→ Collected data
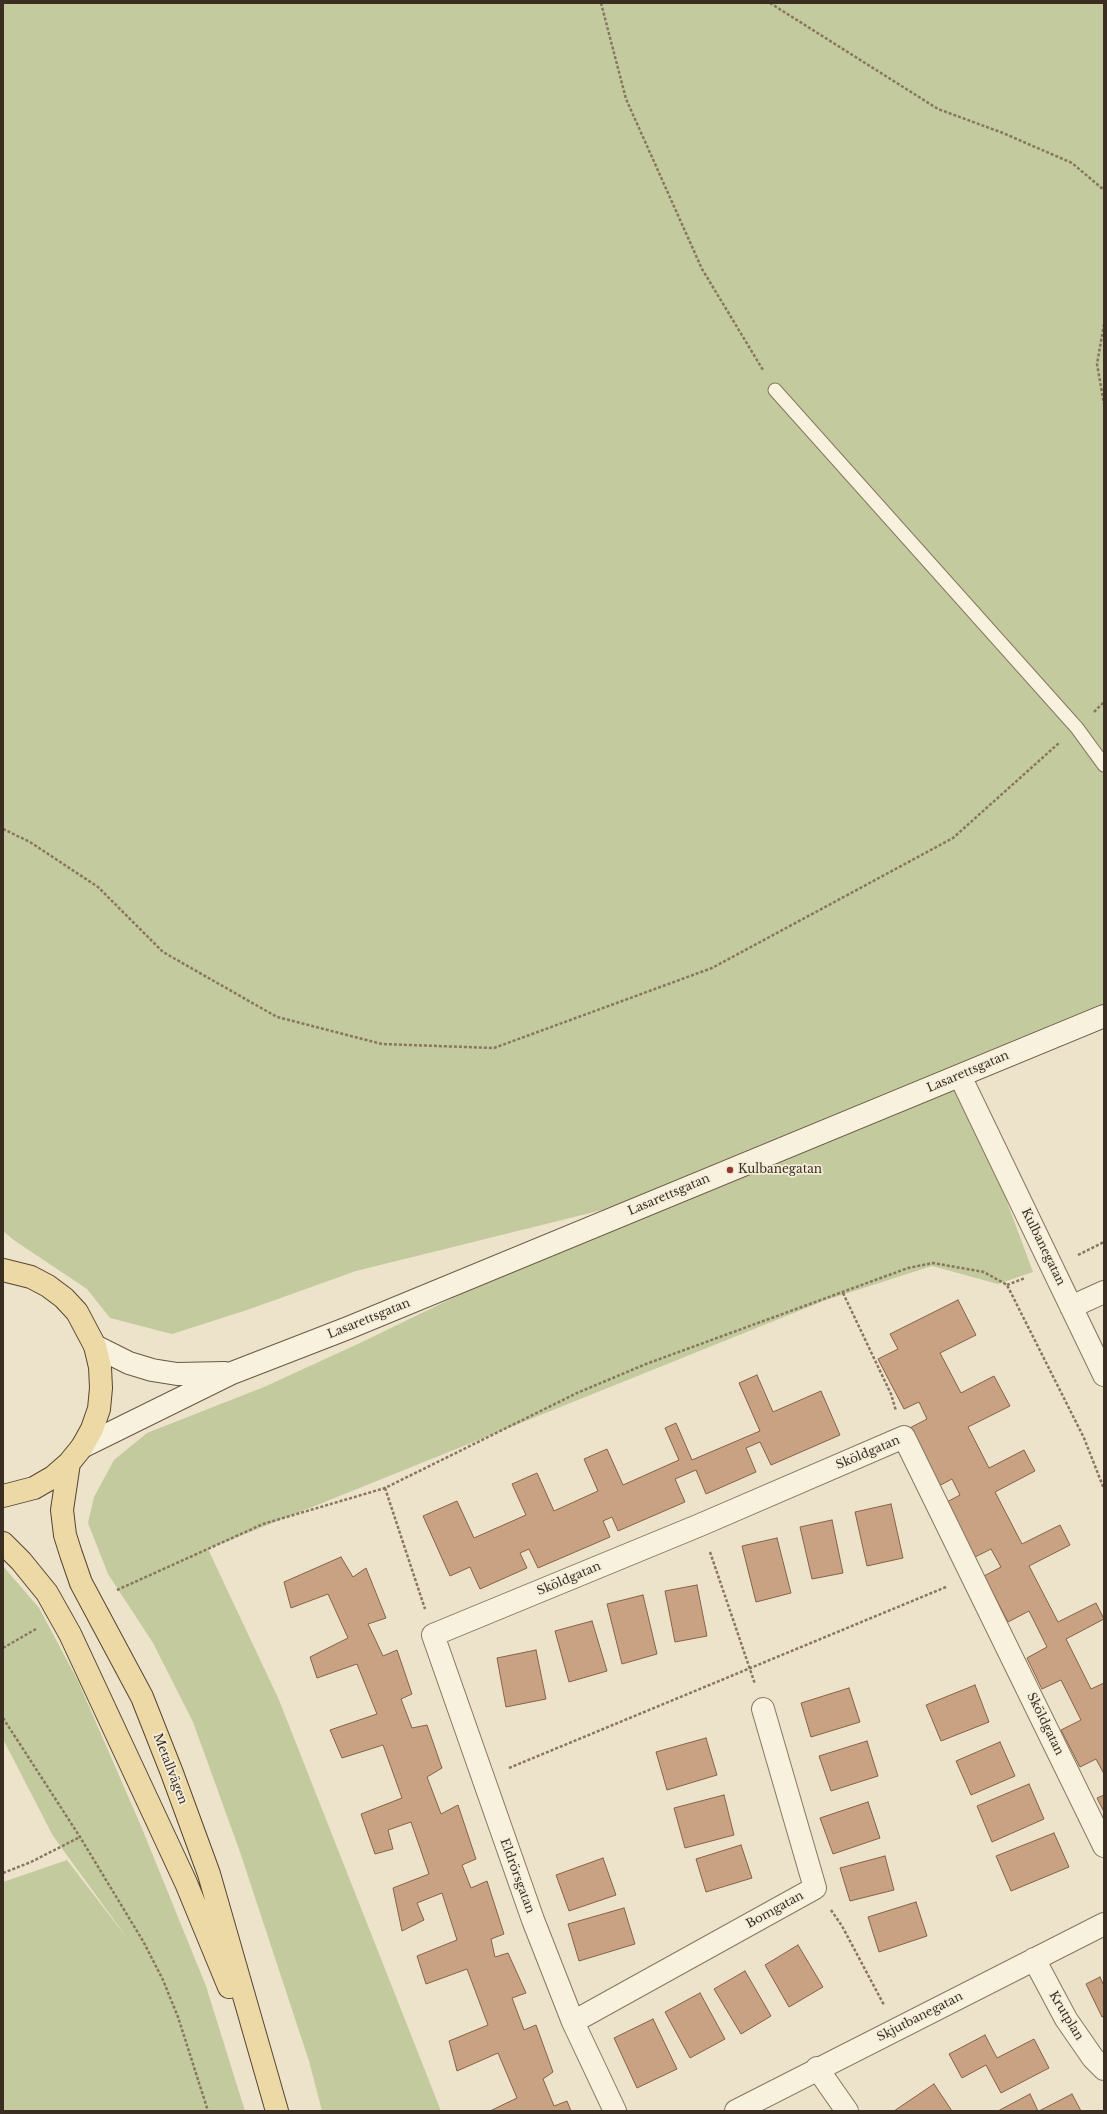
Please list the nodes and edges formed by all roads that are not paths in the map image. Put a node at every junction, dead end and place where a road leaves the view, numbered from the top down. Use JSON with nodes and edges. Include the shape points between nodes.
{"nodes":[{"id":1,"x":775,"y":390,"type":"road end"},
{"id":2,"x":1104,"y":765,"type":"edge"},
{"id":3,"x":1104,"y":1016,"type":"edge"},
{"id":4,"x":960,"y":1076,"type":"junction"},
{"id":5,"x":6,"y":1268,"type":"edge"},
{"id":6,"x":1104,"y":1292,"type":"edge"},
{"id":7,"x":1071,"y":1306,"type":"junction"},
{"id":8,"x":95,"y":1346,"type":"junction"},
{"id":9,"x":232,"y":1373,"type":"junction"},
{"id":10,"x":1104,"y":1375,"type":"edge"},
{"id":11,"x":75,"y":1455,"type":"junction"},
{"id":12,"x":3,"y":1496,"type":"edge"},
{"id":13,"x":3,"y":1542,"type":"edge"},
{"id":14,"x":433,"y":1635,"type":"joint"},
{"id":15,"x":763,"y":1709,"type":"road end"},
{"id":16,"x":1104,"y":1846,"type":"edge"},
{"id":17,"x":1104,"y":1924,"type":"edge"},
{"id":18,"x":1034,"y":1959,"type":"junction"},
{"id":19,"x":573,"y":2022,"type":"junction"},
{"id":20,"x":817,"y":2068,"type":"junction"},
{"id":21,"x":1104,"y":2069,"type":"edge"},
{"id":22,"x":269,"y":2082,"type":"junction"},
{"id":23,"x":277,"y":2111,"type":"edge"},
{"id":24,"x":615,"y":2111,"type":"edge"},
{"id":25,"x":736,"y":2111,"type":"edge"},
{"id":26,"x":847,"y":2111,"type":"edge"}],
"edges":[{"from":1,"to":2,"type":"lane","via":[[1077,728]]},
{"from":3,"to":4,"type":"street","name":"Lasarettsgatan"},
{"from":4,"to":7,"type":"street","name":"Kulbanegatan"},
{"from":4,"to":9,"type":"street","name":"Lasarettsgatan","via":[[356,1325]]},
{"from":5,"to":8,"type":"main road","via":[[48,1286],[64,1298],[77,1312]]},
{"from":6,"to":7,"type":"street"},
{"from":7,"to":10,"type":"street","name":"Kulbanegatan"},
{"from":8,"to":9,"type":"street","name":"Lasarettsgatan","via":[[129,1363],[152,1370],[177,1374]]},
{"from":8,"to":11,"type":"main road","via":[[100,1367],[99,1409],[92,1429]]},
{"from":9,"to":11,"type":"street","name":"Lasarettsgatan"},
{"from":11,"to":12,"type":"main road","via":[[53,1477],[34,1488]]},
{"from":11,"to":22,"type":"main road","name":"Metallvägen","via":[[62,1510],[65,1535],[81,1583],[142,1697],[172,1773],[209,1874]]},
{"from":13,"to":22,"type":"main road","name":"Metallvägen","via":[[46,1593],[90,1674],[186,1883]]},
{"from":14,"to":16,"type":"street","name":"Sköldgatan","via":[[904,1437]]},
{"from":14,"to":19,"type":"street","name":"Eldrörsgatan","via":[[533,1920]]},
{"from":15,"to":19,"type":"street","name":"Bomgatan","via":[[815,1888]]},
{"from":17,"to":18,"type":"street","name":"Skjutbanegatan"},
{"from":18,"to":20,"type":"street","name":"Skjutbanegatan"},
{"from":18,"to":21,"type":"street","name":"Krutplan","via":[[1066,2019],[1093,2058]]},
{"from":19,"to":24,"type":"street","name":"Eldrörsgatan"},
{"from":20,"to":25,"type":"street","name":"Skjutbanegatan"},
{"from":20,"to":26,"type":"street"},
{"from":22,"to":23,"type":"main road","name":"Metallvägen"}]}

...

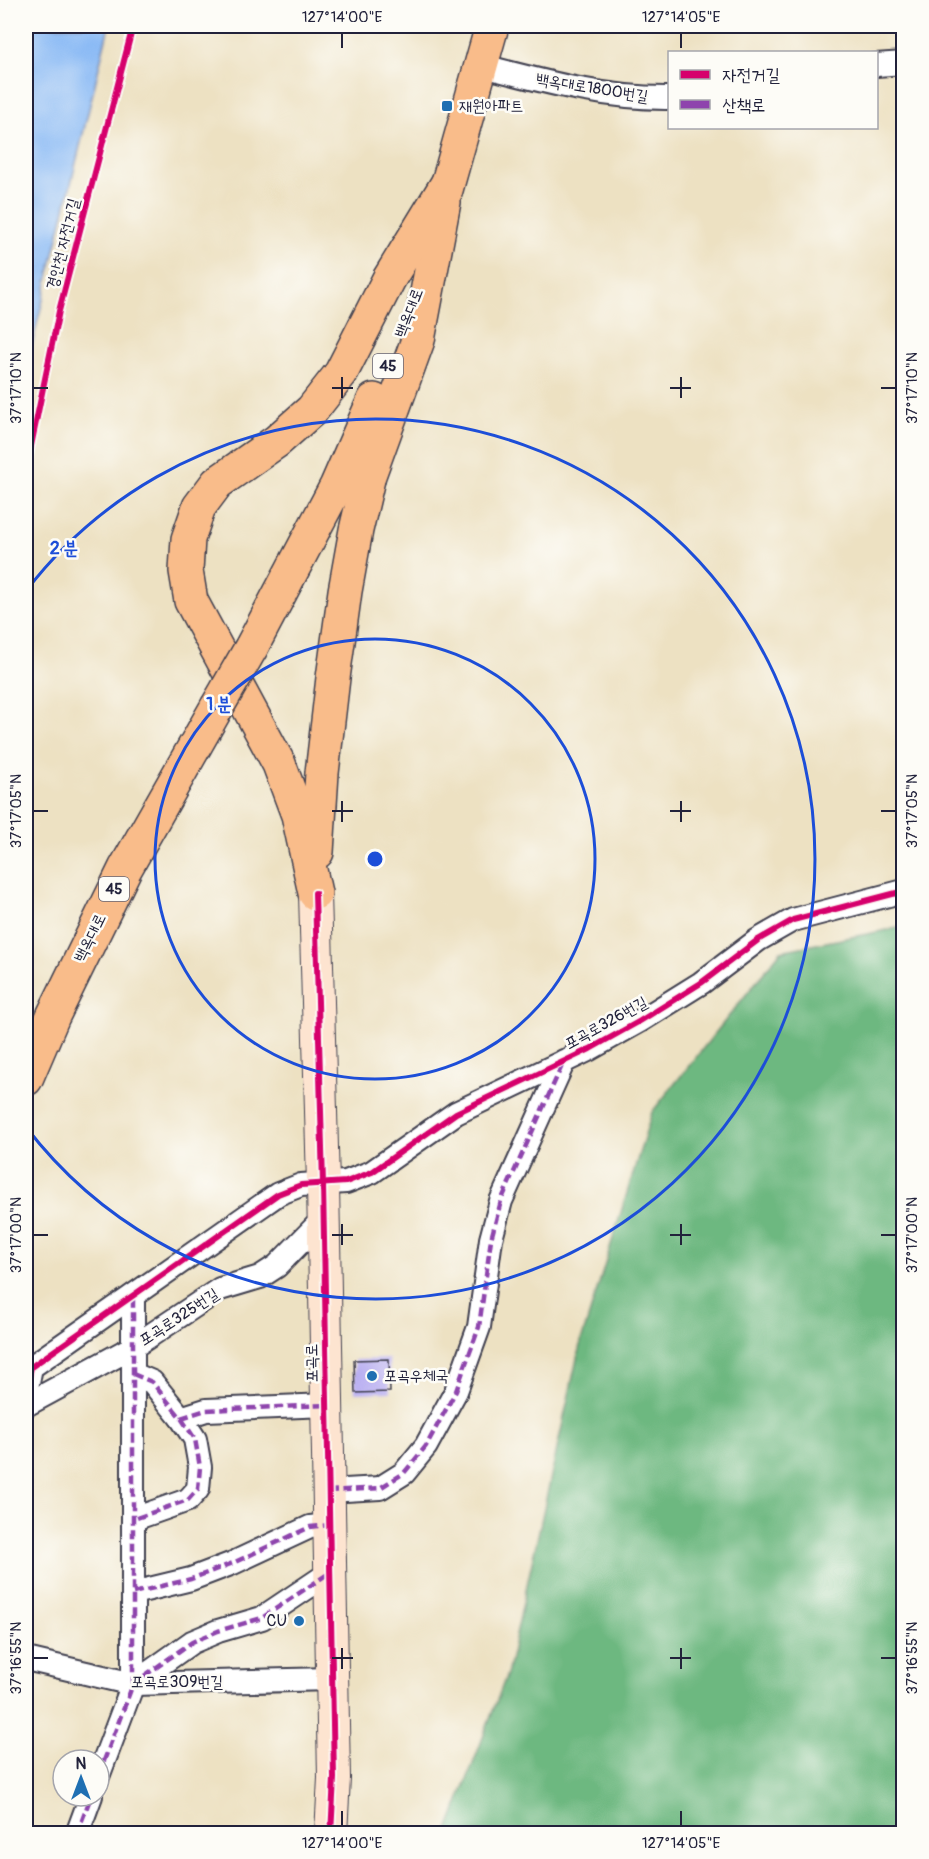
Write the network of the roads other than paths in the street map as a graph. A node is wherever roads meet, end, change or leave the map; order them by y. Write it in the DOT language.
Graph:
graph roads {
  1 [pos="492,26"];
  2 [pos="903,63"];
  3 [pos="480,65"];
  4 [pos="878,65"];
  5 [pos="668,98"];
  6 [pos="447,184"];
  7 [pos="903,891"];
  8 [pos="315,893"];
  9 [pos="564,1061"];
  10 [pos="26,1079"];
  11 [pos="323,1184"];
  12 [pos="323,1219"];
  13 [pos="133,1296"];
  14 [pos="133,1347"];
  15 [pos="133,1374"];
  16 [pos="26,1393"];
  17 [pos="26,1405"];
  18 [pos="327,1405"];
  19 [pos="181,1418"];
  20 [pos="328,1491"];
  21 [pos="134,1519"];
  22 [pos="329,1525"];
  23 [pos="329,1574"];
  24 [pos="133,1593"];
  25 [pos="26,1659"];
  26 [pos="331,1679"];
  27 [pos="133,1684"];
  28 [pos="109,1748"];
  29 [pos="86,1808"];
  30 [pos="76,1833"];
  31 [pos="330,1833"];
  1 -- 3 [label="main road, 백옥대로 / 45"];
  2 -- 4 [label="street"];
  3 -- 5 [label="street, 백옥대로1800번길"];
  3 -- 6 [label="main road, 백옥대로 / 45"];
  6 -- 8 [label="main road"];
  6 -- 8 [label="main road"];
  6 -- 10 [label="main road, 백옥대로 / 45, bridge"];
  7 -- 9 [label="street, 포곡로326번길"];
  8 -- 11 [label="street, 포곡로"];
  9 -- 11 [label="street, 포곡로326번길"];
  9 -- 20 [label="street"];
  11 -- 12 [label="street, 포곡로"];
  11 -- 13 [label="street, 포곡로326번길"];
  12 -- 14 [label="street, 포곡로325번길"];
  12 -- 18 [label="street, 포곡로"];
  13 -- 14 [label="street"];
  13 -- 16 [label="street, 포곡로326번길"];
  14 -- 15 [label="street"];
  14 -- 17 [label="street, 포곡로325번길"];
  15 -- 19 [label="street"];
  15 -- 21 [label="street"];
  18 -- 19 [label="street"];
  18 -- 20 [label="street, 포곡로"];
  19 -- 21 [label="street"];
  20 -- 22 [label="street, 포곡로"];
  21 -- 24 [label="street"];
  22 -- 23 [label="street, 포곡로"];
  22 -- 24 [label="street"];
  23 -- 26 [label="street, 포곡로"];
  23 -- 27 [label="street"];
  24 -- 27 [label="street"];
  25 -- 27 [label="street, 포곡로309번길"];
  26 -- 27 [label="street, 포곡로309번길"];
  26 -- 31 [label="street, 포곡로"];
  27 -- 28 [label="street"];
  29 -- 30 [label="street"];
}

...

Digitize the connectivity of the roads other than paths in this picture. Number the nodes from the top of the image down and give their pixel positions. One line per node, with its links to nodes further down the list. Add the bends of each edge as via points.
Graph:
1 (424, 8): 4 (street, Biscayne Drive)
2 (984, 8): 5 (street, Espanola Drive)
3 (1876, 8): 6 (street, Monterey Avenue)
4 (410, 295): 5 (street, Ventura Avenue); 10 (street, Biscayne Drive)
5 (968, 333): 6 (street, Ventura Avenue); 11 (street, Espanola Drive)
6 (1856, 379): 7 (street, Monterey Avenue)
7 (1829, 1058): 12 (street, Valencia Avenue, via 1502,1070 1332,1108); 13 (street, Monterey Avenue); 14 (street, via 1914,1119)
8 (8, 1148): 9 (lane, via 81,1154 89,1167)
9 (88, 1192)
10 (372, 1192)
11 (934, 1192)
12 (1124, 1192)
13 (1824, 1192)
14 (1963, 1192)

→ EXERCISE PROMPT
Of the entries above, how many lines hold the word "other"? Give back only that number.

→ EXERCISE SOLUTION
2